PWM solves this by acting as a Causal Digital Twin (CDT). It orchestrates an asynchronous Agent Verification Engine using specialized Worker and Critic agents to simulate, detect, and resolve integration debt before it hits production.

The framework is conceptually validated by Petri Paananen's Master's Thesis: "Itseohjautuvat työnkulut videopeliteollisuudessa: tekoälyn maailmanmallit tuotannon johtamisen viitekehyksenä" (JAMK, 2026), published at URN: URN:NBN:fi:amk-2026052919003.


🚀 Gemini XPRIZE Hackathon Submission

This project is entered in the Build with Gemini XPRIZE Hackathon under the Small Business Services and Entrepreneurship & Job Creation categories.

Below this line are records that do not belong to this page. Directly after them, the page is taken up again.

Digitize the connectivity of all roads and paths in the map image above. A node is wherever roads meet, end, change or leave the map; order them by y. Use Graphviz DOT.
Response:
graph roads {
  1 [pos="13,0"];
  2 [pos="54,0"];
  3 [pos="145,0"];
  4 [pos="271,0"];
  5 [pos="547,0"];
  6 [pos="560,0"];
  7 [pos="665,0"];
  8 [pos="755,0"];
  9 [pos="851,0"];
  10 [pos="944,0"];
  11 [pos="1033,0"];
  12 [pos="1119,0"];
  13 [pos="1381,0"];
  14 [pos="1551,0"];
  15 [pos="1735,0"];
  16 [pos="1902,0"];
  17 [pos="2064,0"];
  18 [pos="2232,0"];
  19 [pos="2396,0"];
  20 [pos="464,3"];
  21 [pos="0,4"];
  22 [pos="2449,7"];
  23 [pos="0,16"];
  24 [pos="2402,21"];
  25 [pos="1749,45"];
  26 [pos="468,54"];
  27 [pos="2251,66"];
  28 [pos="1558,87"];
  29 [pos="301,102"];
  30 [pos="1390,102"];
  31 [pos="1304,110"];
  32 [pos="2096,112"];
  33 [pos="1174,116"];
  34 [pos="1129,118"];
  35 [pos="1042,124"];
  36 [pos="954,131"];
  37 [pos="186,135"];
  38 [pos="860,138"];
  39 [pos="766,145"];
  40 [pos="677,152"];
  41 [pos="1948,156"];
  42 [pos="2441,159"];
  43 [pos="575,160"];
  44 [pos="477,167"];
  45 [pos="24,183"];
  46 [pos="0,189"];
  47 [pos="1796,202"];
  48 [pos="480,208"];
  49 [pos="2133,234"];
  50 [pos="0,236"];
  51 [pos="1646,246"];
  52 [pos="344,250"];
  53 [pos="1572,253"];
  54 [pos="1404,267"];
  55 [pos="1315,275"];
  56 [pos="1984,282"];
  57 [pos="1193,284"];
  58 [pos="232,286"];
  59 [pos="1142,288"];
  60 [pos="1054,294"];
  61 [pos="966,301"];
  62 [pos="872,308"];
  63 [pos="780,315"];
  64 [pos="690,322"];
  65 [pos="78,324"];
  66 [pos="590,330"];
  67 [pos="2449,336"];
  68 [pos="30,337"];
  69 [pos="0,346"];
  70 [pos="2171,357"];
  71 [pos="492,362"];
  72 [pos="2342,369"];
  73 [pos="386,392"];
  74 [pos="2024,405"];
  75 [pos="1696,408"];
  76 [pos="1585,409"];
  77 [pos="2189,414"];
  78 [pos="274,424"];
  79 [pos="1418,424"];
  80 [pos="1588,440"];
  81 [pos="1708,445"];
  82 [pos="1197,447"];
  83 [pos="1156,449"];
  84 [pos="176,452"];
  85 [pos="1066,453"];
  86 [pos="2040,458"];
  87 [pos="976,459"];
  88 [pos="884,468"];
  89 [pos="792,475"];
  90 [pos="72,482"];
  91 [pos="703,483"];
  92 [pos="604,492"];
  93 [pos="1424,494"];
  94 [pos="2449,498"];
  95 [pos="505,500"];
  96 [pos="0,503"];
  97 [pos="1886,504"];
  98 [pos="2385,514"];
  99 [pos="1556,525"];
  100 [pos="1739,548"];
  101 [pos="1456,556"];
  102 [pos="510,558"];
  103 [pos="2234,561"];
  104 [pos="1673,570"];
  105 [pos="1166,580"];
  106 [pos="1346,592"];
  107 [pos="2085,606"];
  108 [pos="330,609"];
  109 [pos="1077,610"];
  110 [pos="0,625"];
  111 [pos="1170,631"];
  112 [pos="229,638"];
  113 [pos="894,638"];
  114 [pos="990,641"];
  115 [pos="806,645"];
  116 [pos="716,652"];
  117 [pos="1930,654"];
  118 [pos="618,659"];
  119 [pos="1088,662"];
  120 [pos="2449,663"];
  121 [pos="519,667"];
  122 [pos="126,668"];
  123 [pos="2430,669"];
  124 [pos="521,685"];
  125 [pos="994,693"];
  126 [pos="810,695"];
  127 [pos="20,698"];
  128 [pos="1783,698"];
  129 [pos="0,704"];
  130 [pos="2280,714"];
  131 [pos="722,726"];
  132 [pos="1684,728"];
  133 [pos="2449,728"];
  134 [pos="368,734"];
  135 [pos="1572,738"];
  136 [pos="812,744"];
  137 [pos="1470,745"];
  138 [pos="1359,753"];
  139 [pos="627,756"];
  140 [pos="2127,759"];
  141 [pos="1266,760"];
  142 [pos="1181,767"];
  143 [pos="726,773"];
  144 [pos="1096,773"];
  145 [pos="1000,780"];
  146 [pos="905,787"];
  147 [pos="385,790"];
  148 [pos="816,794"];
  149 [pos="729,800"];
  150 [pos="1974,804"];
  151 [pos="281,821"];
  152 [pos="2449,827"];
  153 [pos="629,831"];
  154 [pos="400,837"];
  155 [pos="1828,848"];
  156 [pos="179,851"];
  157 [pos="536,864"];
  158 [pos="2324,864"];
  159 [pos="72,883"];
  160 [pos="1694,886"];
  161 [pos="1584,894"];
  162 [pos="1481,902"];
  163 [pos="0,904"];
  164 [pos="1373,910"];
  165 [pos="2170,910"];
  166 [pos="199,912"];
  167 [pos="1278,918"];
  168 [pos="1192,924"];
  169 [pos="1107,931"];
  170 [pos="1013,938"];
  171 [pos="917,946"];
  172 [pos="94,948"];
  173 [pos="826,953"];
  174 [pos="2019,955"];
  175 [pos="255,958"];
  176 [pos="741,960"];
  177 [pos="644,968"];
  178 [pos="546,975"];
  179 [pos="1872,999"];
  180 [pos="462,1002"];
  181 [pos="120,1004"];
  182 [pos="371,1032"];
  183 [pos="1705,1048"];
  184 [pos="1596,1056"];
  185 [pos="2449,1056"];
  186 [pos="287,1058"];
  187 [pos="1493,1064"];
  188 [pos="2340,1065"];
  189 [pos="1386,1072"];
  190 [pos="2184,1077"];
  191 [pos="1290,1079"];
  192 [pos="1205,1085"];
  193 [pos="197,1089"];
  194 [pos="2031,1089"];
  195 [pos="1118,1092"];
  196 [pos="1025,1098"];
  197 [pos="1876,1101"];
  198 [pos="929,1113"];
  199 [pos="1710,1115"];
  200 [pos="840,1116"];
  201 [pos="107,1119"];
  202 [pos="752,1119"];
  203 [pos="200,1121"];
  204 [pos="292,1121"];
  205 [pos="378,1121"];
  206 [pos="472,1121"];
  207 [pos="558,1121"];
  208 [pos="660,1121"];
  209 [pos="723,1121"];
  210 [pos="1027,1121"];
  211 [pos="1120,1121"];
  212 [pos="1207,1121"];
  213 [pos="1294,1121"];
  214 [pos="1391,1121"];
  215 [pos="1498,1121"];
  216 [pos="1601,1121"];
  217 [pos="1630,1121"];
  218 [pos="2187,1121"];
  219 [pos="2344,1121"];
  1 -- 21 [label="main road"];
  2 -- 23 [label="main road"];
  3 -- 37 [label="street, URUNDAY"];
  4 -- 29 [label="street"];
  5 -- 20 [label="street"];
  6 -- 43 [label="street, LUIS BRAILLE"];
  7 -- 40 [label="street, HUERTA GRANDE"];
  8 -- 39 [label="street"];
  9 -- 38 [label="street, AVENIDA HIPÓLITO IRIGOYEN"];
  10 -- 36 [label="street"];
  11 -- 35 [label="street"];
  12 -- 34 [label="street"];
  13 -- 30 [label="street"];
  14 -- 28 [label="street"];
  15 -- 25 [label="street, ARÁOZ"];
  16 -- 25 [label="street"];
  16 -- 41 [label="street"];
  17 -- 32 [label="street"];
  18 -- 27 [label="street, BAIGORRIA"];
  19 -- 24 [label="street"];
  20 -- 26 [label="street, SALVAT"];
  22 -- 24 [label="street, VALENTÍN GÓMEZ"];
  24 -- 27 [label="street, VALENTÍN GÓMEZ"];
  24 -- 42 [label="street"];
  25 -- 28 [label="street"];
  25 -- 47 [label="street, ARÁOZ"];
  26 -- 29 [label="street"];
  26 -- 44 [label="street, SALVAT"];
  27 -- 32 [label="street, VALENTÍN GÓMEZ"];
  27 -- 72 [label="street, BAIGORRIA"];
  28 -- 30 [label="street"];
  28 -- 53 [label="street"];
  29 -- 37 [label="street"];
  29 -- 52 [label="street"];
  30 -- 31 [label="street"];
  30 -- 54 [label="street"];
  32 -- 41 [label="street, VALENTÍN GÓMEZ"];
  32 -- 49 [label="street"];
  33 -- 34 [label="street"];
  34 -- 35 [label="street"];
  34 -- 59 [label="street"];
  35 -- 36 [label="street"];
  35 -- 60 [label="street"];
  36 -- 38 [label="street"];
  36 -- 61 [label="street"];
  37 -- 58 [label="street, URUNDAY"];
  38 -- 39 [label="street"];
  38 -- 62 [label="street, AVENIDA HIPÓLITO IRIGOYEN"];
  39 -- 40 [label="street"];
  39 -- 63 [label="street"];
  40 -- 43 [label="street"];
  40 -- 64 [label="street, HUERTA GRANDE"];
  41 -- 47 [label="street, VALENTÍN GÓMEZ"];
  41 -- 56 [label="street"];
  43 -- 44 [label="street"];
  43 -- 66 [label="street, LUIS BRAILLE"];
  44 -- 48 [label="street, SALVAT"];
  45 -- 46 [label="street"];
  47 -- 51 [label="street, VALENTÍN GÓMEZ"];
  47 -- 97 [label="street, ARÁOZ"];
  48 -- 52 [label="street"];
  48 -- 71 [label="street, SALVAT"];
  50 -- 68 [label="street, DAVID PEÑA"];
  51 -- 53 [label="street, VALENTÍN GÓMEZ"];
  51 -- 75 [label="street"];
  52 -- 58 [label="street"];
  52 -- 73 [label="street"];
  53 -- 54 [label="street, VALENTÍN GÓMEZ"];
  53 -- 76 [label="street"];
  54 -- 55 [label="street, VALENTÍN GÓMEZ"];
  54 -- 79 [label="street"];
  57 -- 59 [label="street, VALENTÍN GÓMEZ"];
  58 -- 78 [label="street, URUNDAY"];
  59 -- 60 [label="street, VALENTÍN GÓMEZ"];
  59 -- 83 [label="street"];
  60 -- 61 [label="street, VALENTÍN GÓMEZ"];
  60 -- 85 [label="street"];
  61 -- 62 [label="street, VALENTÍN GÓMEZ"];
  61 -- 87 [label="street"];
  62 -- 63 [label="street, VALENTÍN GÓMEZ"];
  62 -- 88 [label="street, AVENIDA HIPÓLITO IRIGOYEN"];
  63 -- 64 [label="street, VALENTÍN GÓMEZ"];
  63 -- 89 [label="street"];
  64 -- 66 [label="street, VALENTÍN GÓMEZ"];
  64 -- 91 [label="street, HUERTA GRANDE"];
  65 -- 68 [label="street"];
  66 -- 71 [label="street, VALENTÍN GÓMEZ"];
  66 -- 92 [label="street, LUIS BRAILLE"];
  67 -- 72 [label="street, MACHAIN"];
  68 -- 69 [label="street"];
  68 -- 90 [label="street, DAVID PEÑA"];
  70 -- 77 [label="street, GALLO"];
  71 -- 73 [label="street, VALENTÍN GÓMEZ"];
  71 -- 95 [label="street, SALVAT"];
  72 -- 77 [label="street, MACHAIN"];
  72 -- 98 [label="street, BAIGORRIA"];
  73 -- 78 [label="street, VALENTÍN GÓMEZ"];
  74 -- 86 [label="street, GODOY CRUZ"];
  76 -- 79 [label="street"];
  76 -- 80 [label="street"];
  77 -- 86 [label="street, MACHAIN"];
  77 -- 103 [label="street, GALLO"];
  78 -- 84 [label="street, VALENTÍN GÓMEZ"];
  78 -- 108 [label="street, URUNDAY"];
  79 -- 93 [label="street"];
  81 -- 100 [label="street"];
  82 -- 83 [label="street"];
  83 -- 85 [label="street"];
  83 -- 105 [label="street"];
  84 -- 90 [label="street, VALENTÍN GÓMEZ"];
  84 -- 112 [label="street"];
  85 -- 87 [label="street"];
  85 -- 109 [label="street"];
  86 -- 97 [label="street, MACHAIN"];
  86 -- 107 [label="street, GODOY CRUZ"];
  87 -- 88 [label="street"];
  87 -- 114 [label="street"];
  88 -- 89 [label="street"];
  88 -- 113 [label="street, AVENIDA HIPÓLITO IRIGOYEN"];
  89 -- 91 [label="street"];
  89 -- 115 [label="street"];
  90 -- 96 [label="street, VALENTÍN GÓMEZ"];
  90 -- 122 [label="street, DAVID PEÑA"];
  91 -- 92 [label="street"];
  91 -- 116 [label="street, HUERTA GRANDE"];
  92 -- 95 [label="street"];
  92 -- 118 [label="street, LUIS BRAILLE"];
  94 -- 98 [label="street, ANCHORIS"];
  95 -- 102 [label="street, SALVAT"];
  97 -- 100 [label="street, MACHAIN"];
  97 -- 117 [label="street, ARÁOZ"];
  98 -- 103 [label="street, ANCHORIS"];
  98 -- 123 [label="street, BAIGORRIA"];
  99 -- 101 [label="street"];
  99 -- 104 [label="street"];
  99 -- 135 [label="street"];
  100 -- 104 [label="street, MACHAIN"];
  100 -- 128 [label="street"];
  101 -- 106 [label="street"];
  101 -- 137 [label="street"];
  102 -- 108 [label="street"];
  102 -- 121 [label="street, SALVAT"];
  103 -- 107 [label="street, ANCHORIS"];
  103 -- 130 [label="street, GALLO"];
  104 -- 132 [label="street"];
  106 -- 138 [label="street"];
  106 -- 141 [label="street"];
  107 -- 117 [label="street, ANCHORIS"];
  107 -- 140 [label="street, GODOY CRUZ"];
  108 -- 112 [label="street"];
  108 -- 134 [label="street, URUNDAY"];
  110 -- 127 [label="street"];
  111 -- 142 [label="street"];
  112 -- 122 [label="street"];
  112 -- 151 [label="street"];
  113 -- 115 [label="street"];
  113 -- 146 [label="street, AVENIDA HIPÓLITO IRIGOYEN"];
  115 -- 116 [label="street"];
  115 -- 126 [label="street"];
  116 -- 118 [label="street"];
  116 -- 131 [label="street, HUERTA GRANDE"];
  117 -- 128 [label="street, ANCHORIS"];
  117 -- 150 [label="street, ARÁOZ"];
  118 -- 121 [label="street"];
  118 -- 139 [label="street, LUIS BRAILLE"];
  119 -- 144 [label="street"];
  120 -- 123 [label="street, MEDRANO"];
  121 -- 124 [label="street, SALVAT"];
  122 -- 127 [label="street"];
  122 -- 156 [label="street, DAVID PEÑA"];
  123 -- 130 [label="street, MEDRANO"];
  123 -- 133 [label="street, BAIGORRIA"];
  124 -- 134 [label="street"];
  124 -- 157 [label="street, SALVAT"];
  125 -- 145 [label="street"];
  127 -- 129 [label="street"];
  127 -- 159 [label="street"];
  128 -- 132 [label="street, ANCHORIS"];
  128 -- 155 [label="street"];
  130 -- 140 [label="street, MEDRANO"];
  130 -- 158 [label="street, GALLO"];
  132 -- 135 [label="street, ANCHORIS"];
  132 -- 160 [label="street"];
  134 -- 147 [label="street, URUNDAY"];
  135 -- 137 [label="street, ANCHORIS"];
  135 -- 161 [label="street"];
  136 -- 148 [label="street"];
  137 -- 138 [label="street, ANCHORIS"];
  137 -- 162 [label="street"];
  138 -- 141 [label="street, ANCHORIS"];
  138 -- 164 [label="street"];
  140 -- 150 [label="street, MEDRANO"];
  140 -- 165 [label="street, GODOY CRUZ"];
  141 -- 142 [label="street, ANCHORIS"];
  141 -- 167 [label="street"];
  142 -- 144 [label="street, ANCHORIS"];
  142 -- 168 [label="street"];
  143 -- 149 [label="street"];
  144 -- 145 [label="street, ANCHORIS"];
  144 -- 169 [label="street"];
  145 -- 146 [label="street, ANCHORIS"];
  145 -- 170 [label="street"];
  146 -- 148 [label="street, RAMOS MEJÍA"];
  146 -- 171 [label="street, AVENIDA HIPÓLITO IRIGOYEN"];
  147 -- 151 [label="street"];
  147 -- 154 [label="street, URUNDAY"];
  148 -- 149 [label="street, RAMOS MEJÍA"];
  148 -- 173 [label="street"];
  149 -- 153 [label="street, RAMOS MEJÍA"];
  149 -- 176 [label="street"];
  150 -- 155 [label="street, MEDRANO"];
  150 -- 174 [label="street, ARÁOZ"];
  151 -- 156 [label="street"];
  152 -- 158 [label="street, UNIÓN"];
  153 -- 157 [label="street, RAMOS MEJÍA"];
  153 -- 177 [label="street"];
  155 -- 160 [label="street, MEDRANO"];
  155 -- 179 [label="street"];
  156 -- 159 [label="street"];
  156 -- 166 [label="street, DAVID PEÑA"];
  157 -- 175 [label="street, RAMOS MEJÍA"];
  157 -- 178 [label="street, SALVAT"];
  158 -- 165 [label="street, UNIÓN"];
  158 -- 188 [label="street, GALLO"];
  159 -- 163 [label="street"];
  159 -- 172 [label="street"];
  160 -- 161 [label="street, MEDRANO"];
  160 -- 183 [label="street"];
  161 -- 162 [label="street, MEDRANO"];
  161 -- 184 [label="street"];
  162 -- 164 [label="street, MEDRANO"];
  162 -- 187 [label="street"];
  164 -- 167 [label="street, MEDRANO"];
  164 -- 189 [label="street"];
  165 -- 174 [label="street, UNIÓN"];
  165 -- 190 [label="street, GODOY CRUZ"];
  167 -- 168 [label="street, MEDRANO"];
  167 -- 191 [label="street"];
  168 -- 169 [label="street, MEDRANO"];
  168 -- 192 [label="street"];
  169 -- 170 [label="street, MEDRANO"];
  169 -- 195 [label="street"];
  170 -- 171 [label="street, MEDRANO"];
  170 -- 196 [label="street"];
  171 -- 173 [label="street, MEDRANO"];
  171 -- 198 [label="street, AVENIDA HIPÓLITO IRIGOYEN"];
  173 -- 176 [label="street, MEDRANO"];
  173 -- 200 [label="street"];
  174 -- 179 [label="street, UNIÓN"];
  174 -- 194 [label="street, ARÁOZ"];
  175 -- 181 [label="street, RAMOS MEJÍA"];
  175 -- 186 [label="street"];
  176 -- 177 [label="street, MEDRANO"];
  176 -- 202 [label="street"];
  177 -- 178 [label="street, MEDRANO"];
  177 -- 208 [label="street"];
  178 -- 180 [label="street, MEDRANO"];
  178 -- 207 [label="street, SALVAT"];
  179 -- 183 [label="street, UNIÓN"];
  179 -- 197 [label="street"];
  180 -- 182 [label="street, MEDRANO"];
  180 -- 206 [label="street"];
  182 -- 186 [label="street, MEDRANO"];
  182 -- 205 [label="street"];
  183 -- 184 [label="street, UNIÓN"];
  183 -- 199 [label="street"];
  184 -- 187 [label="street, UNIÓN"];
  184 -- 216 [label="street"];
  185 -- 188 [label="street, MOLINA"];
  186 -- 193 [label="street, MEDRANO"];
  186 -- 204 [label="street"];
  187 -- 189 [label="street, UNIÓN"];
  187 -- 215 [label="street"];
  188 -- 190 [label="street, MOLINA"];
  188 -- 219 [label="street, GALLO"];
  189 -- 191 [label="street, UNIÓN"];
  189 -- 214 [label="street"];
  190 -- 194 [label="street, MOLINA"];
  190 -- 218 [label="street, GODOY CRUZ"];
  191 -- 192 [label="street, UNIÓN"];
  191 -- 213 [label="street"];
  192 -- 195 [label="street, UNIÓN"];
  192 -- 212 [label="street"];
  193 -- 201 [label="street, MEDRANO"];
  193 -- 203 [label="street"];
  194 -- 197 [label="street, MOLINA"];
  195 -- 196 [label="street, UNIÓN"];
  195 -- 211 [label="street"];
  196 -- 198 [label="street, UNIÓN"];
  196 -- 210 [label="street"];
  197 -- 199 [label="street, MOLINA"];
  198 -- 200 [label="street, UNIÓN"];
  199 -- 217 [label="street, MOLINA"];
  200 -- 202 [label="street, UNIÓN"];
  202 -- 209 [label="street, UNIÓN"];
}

  • The Mission: Empower software development teams by automating complex code integration, QA verification, and risk simulation.
  • GCP & Gemini Stack: Deployed on Google Cloud (Cloud Run, Firestore, Compute Engine) and powered by the Gemini API (via Vertex AI) for multi-agent reasoning, latent-space causal simulation, and secure critiques.
  • Economics: Guided by the Compute-to-Rework Ratio (CRR) to mathematically justify cloud and token costs against developer hourly rates.

🎨 System Architecture

The framework is organized into 5 functional layers matching the thesis specification:

PWM Architecture Diagram

  1. Layer 1: Observation & Ingestion (pwm/layers/layer1_observation.py): Ingests version control, task tracking, and Slack exports, storing them in a cryptographically chained, immutable JSON Lines event log.
  2. Layer 2: Latent Simulation Core (pwm/layers/layer2_simulation.py): Predicts conflict propagation in latent space, calculating causal risk probabilities and tracking CRR budgets.
  3. Layer 3: Agentic Orchestration (pwm/layers/layer3_orchestration.py): Decomposes integration debt into parallel task streams routed to specialized Worker agents (QA, Build, Art Integration).
  4. Layer 4: Validation / Auditor Firewall (pwm/layers/layer4_validation.py): Audits code proposals via sandboxed validation, filtering out strategic dishonesty or insecure commands.
  5. Layer 5: Scenario Strategist Interface (pwm/dashboard/): Displays real-time conflict propagation, CRR gauges, debate logs, and day/night cycle schedules with human-in-the-loop veto capability.

🛠️ Codebase Structure

Project World Model/
├── Dockerfile                   # Cloud Run container configuration
├── deploy.sh                    # Automated Cloud Run deployment script
├── gce_gpu_setup.sh             # Setup script for CUDA, Docker & model containers on GCE
├── run_gpu_pipeline.py          # Script orchestrating GCE VM startup/shutdown lifecycle
├── Docs/                        # Architecture & setup guides
│   ├── Grand_Plan.md            # Technical blueprint
│   ├── Grand_Plan_Review.md     # Phase checklist & gap analysis
│   └── GCP_SETUP.md             # IAM, API, and Firestore setup guide
├── pwm/                         # Active package
│   ├── main.py                  # Pipeline execution CLI & loop orchestration
│   ├── config.py                # Pydantic configuration and CRR parameters
│   ├── agents/                  # Gemini-powered Worker & Critic agents
│   ├── layers/                  # Layer 1-4 REST connectors and semantic fallbacks
│   ├── ingestion/               # MCP and API adapters (GitHub, Linear, Slack)
│   ├── logging/                 # Merkle-chained event logger and Firestore backoffs
│   ├── simulation/              # CRR calculator and local debt detector
│   └── dashboard/               # FastAPI WebSocket web server & CLI dashboard
└── tests/                       # Complete pytest suite

💻 Quick Start & Local Execution

1. Installation

Clone the repository and install dependencies in a virtual environment:

python -m venv venv
source venv/Scripts/activate  # On Windows
pip install -r pwm/requirements.txt

2. Configuration

Create a .env file in the root directory:

GOOGLE_API_KEY=your_gemini_api_key
GCP_PROJECT_ID=project-world-model
GCP_LOCATION=us-central1

3. Run Commands

  • Run CLI Demo Mode (no API keys required):

    python -m pwm.main --mode demo
  • Run CLI Analyze Mode (invokes Gemini agents):

    python -m pwm.main --mode analyze
  • Run Interactive Web Dashboard:

    python -m pwm.main --web --port 8765

    Open http://localhost:8765 in your browser.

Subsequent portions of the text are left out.